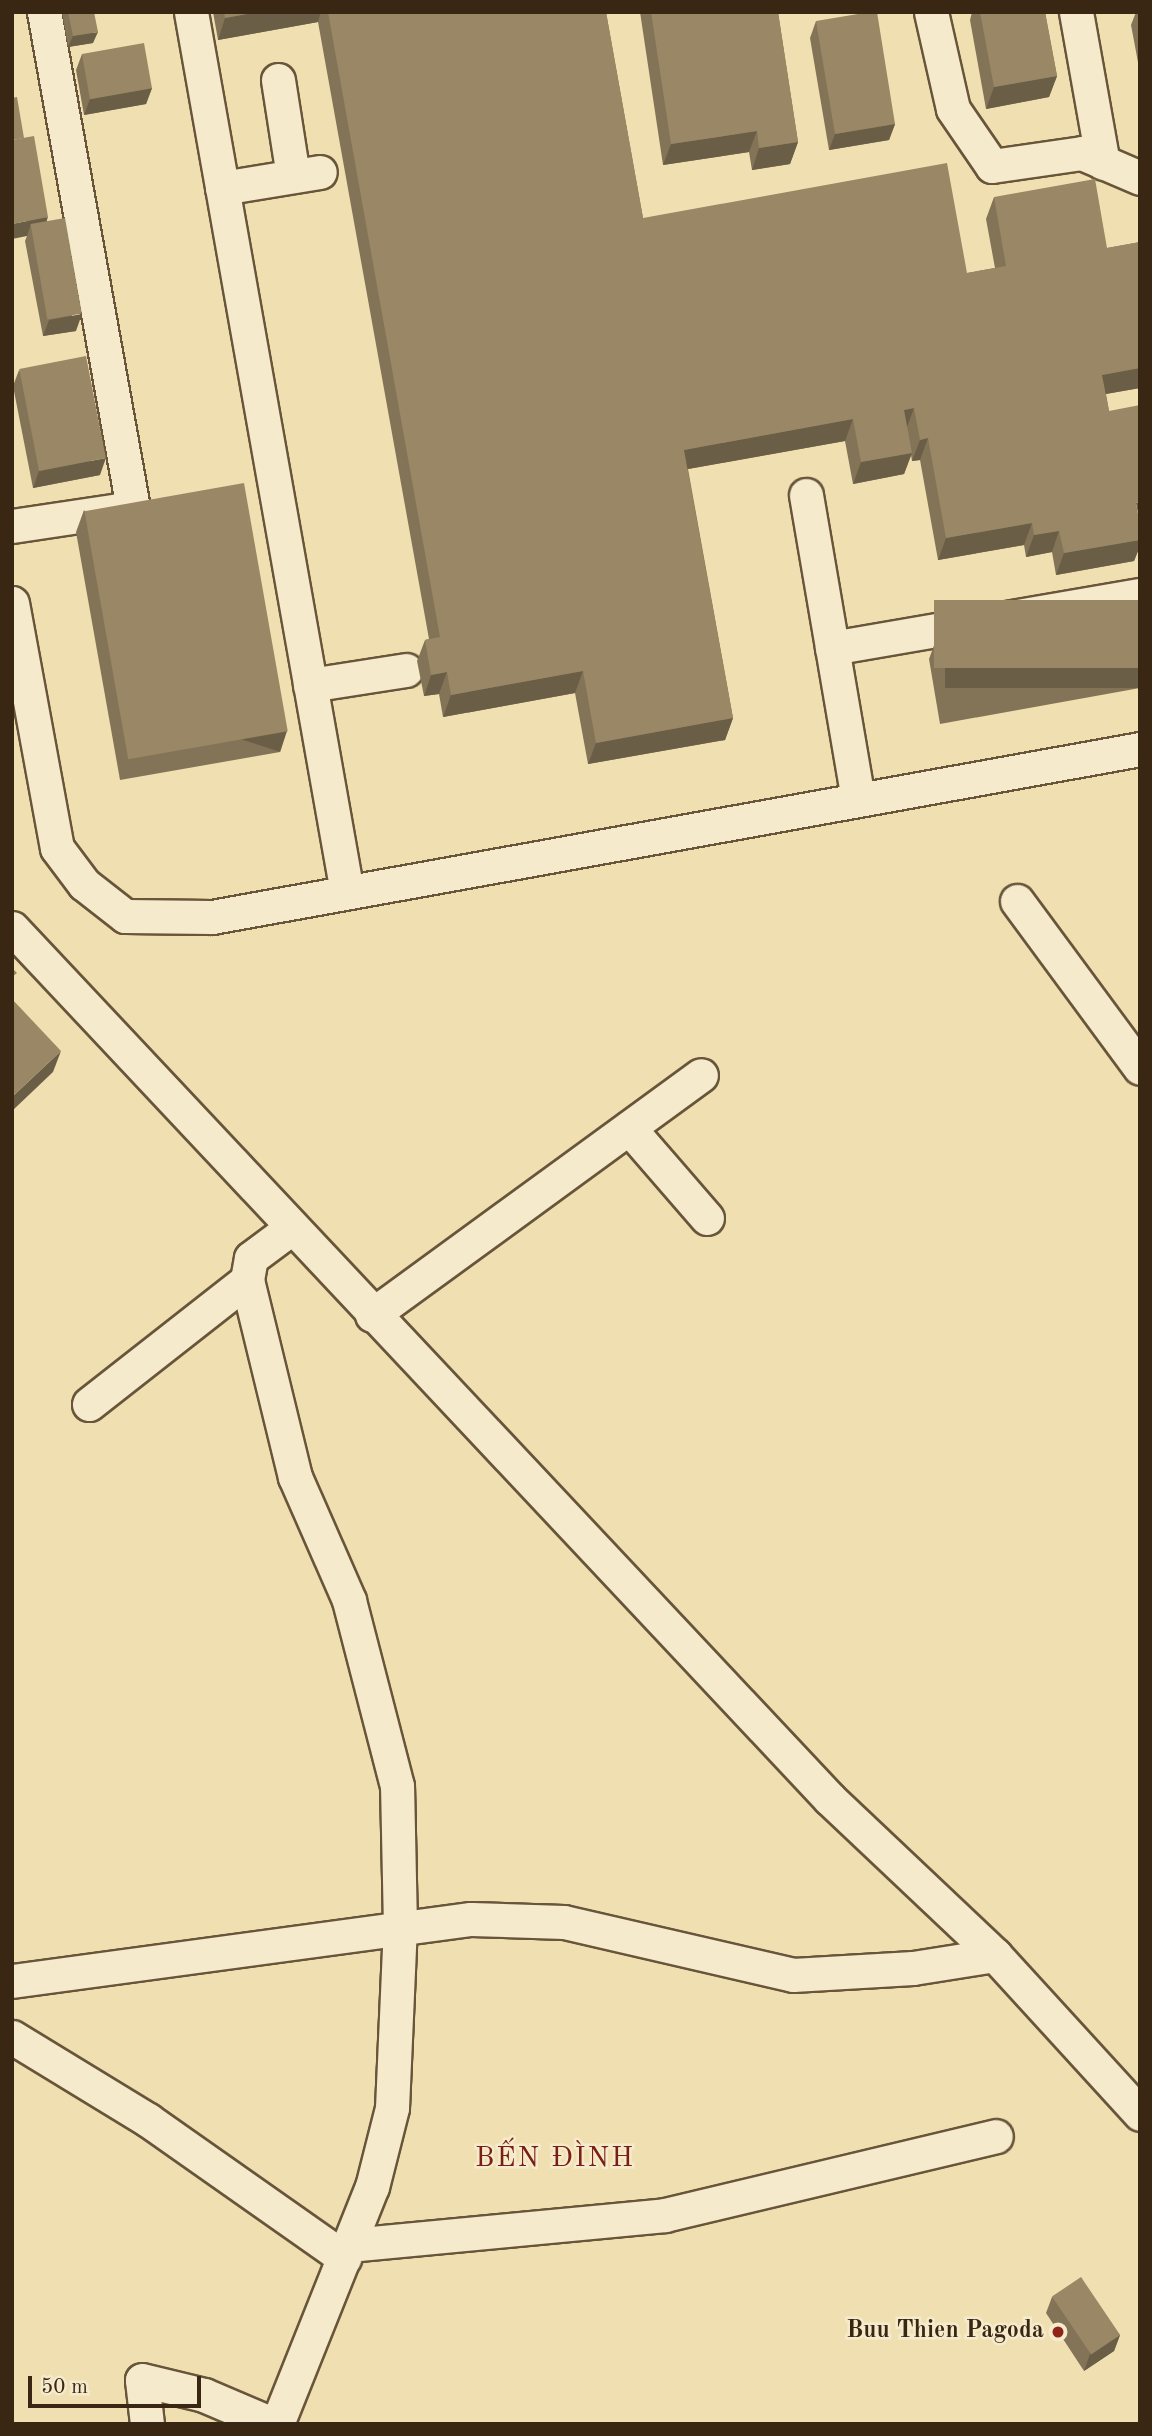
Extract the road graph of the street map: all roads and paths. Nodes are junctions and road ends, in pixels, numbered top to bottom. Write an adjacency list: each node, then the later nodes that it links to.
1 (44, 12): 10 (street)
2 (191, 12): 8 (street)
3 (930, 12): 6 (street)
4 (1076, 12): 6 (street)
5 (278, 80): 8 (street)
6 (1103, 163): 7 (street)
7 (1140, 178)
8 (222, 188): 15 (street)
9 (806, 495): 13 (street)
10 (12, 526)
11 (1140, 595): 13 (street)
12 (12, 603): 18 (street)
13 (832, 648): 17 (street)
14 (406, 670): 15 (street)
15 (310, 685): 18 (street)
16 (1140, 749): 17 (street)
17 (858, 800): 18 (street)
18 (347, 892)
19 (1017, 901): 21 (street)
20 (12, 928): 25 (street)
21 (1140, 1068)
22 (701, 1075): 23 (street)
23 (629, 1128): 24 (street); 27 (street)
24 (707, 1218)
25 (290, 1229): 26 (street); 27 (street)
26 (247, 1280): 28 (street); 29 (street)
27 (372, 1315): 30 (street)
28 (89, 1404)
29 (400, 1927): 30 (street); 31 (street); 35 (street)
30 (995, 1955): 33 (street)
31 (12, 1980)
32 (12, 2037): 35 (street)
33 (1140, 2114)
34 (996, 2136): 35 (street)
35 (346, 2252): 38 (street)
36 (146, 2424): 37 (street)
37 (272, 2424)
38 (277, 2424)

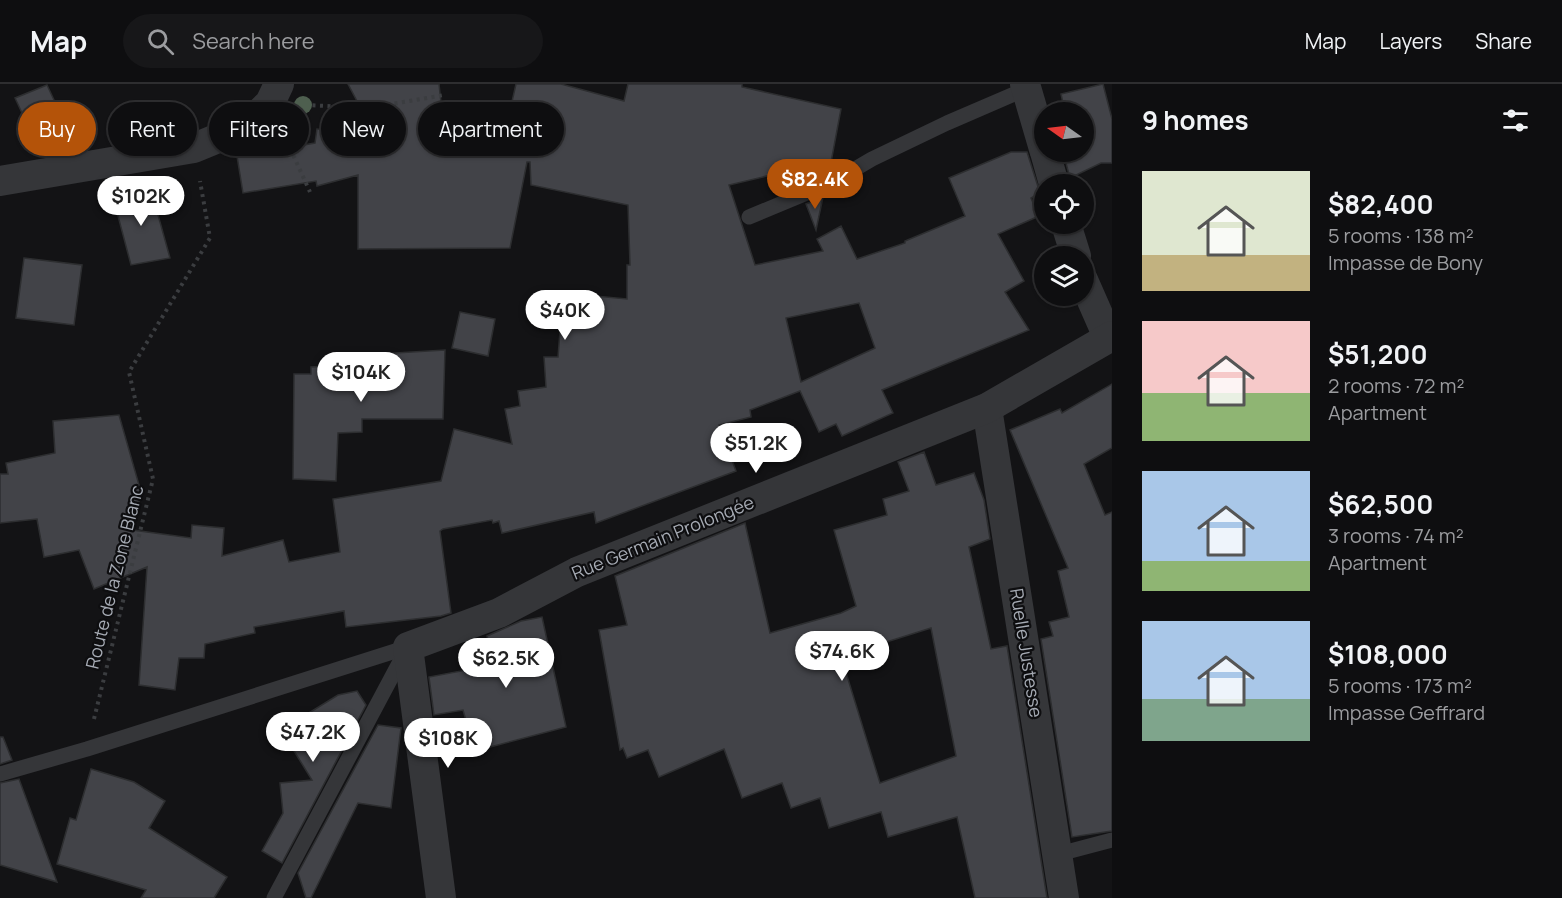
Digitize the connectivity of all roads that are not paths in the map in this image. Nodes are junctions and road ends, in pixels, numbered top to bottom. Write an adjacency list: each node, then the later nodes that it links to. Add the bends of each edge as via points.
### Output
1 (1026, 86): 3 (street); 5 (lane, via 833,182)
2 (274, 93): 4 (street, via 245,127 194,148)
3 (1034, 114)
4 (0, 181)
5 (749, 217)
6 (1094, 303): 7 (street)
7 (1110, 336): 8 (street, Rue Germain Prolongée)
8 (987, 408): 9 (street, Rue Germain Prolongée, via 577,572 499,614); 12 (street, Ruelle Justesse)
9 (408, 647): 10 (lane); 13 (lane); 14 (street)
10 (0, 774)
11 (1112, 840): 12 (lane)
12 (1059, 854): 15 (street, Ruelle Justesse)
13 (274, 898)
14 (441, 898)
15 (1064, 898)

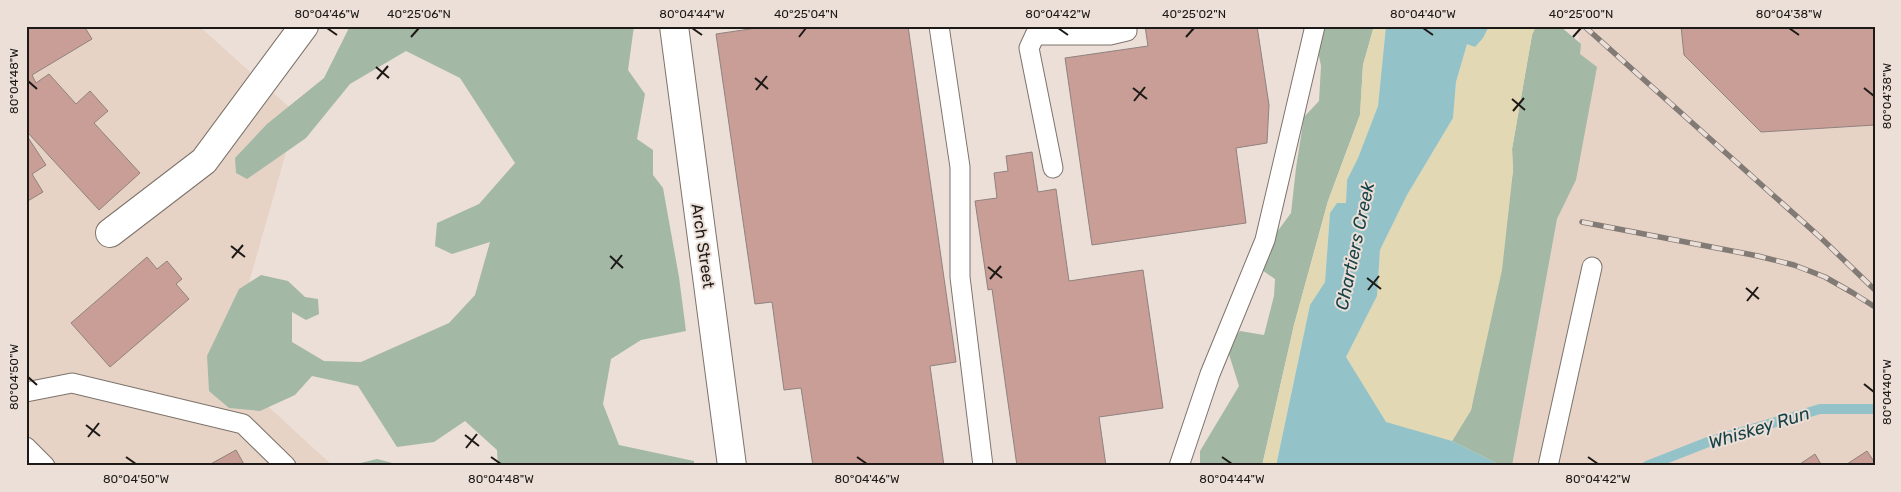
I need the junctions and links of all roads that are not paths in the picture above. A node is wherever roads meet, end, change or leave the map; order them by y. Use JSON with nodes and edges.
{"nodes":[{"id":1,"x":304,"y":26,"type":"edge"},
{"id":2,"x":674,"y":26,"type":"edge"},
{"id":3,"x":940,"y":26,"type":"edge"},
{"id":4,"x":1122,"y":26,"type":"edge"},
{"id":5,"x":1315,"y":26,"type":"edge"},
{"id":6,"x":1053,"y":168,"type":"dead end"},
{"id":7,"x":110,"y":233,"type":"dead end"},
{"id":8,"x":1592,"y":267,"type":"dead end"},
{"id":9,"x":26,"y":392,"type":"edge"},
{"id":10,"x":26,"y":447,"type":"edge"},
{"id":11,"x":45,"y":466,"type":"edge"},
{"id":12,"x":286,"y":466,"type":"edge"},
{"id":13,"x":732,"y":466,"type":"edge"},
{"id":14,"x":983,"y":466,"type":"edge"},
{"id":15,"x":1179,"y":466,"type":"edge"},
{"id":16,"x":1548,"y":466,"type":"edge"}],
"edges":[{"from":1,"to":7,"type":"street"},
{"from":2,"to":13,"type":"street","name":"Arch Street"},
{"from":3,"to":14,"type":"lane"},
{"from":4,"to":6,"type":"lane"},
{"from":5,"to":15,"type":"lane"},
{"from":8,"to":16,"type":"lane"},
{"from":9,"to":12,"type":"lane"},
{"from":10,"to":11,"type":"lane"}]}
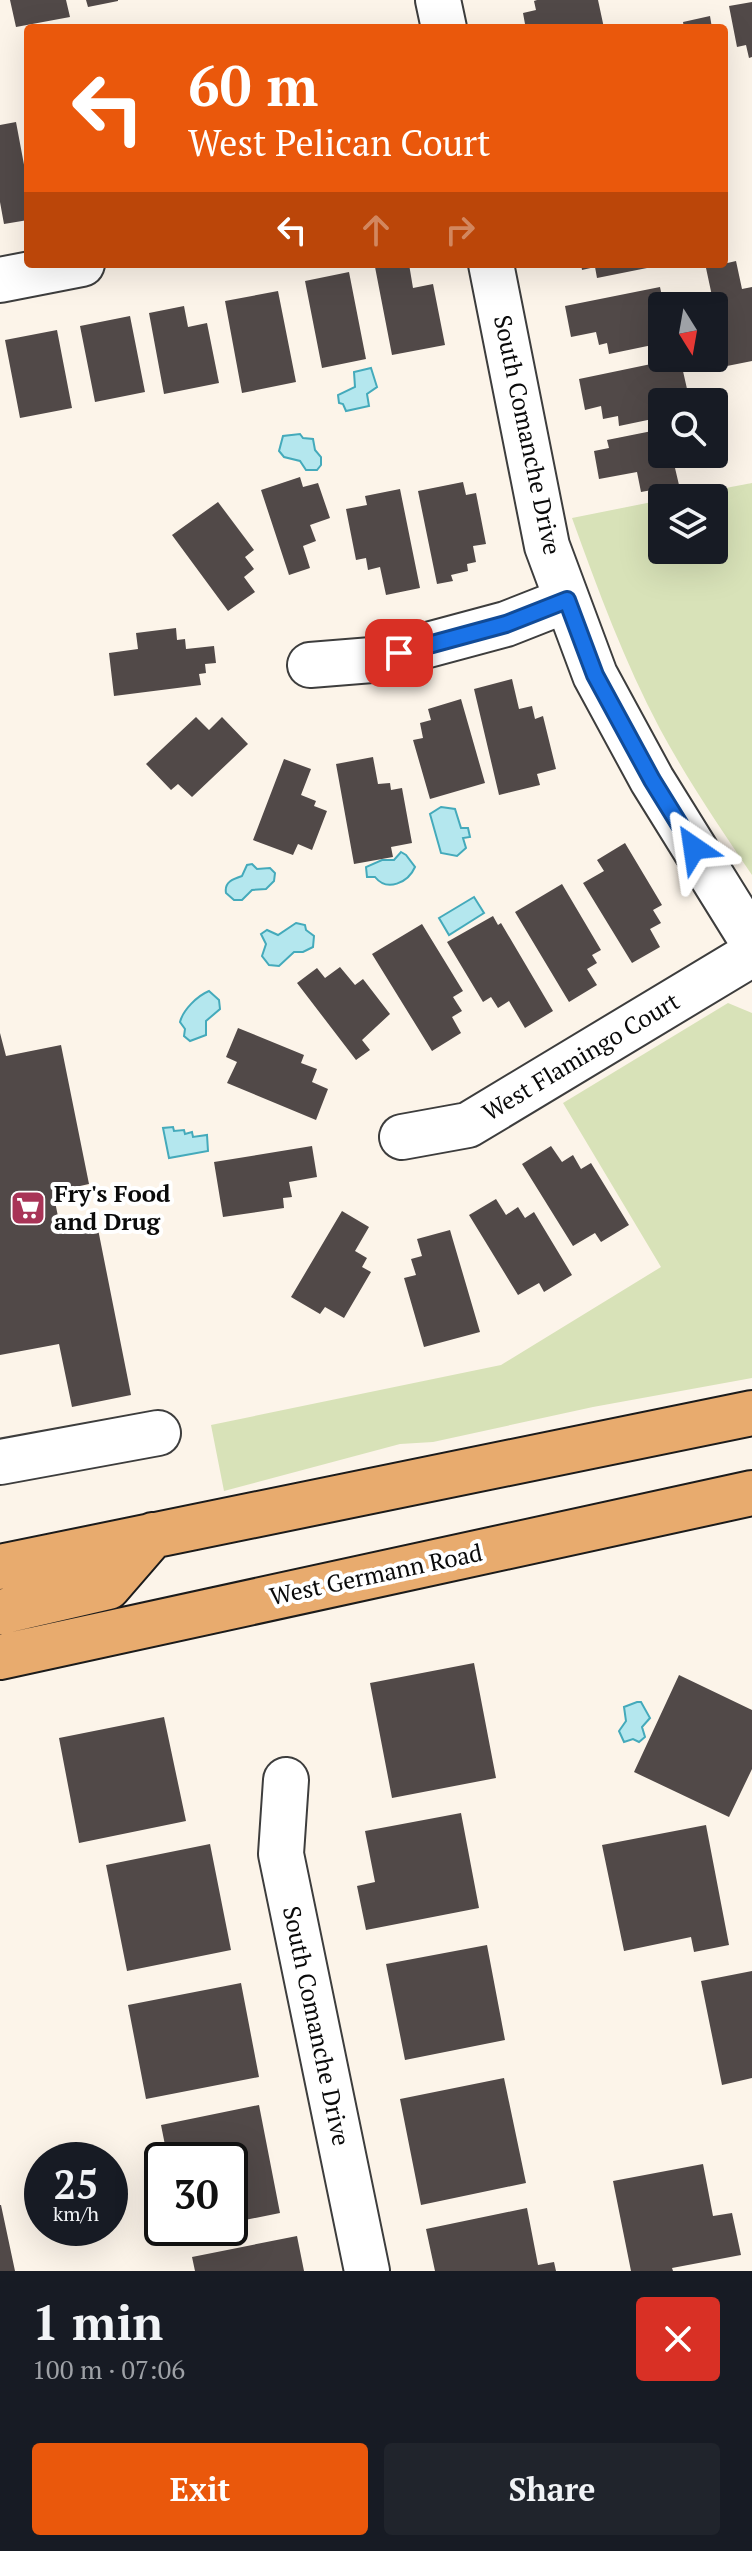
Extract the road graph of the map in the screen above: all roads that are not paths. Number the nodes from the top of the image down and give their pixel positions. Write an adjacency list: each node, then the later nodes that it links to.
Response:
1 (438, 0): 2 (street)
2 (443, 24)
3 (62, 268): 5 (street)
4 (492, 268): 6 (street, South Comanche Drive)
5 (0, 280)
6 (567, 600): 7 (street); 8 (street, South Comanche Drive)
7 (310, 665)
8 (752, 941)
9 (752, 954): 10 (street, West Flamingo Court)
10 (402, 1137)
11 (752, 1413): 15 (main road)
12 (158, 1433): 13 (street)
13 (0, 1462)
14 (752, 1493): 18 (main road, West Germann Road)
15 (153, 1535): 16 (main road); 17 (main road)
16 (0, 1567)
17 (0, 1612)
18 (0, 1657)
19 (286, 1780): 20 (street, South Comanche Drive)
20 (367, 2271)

• • • •

When you transcribe the lines above, keep every word exact but leave the pictures behind.

Extract the road graph of the street map: all roads and paths. Nodes are junctions and road ends, in pixels, numbered top to bottom. Write an adjacency list: each node, then the later nodes that it links to.
1 (44, 12): 10 (street)
2 (191, 12): 8 (street)
3 (930, 12): 6 (street)
4 (1076, 12): 6 (street)
5 (278, 80): 8 (street)
6 (1103, 163): 7 (street)
7 (1140, 178)
8 (222, 188): 15 (street)
9 (806, 495): 13 (street)
10 (12, 526)
11 (1140, 595): 13 (street)
12 (12, 603): 18 (street)
13 (832, 648): 17 (street)
14 (406, 670): 15 (street)
15 (310, 685): 18 (street)
16 (1140, 749): 17 (street)
17 (858, 800): 18 (street)
18 (347, 892)
19 (1017, 901): 21 (street)
20 (12, 928): 25 (street)
21 (1140, 1068)
22 (701, 1075): 23 (street)
23 (629, 1128): 24 (street); 27 (street)
24 (707, 1218)
25 (290, 1229): 26 (street); 27 (street)
26 (247, 1280): 28 (street); 29 (street)
27 (372, 1315): 30 (street)
28 (89, 1404)
29 (400, 1927): 30 (street); 31 (street); 35 (street)
30 (995, 1955): 33 (street)
31 (12, 1980)
32 (12, 2037): 35 (street)
33 (1140, 2114)
34 (996, 2136): 35 (street)
35 (346, 2252): 38 (street)
36 (146, 2424): 37 (street)
37 (272, 2424)
38 (277, 2424)

Digitize the connectivity of all roads that are not paths in the map in this image. Nodes are junctions and road ends, in pixels, numbered top to bottom. Write an adjacency list: each node, then the later nodes that it links to. Add the bends of each edge as via points.
### Output
1 (1026, 86): 3 (street); 5 (lane, via 833,182)
2 (274, 93): 4 (street, via 245,127 194,148)
3 (1034, 114)
4 (0, 181)
5 (749, 217)
6 (1094, 303): 7 (street)
7 (1110, 336): 8 (street, Rue Germain Prolongée)
8 (987, 408): 9 (street, Rue Germain Prolongée, via 577,572 499,614); 12 (street, Ruelle Justesse)
9 (408, 647): 10 (lane); 13 (lane); 14 (street)
10 (0, 774)
11 (1112, 840): 12 (lane)
12 (1059, 854): 15 (street, Ruelle Justesse)
13 (274, 898)
14 (441, 898)
15 (1064, 898)

I need the junctions and links of all roads that are not paths in the picture above. A node is wherever roads meet, end, change or leave the map; order them by y. Use JSON with nodes and edges.
{"nodes":[{"id":1,"x":304,"y":26,"type":"edge"},
{"id":2,"x":674,"y":26,"type":"edge"},
{"id":3,"x":940,"y":26,"type":"edge"},
{"id":4,"x":1122,"y":26,"type":"edge"},
{"id":5,"x":1315,"y":26,"type":"edge"},
{"id":6,"x":1053,"y":168,"type":"dead end"},
{"id":7,"x":110,"y":233,"type":"dead end"},
{"id":8,"x":1592,"y":267,"type":"dead end"},
{"id":9,"x":26,"y":392,"type":"edge"},
{"id":10,"x":26,"y":447,"type":"edge"},
{"id":11,"x":45,"y":466,"type":"edge"},
{"id":12,"x":286,"y":466,"type":"edge"},
{"id":13,"x":732,"y":466,"type":"edge"},
{"id":14,"x":983,"y":466,"type":"edge"},
{"id":15,"x":1179,"y":466,"type":"edge"},
{"id":16,"x":1548,"y":466,"type":"edge"}],
"edges":[{"from":1,"to":7,"type":"street"},
{"from":2,"to":13,"type":"street","name":"Arch Street"},
{"from":3,"to":14,"type":"lane"},
{"from":4,"to":6,"type":"lane"},
{"from":5,"to":15,"type":"lane"},
{"from":8,"to":16,"type":"lane"},
{"from":9,"to":12,"type":"lane"},
{"from":10,"to":11,"type":"lane"}]}
Extract the road graph of the map in the screen above: all roads that are not paths. Number the nodes from the top of the image down and give their pixel positions. Write an adjacency list: each node, then the later nodes that it links to.
Response:
1 (438, 0): 2 (street)
2 (443, 24)
3 (62, 268): 5 (street)
4 (492, 268): 6 (street, South Comanche Drive)
5 (0, 280)
6 (567, 600): 7 (street); 8 (street, South Comanche Drive)
7 (310, 665)
8 (752, 941)
9 (752, 954): 10 (street, West Flamingo Court)
10 (402, 1137)
11 (752, 1413): 15 (main road)
12 (158, 1433): 13 (street)
13 (0, 1462)
14 (752, 1493): 18 (main road, West Germann Road)
15 (153, 1535): 16 (main road); 17 (main road)
16 (0, 1567)
17 (0, 1612)
18 (0, 1657)
19 (286, 1780): 20 (street, South Comanche Drive)
20 (367, 2271)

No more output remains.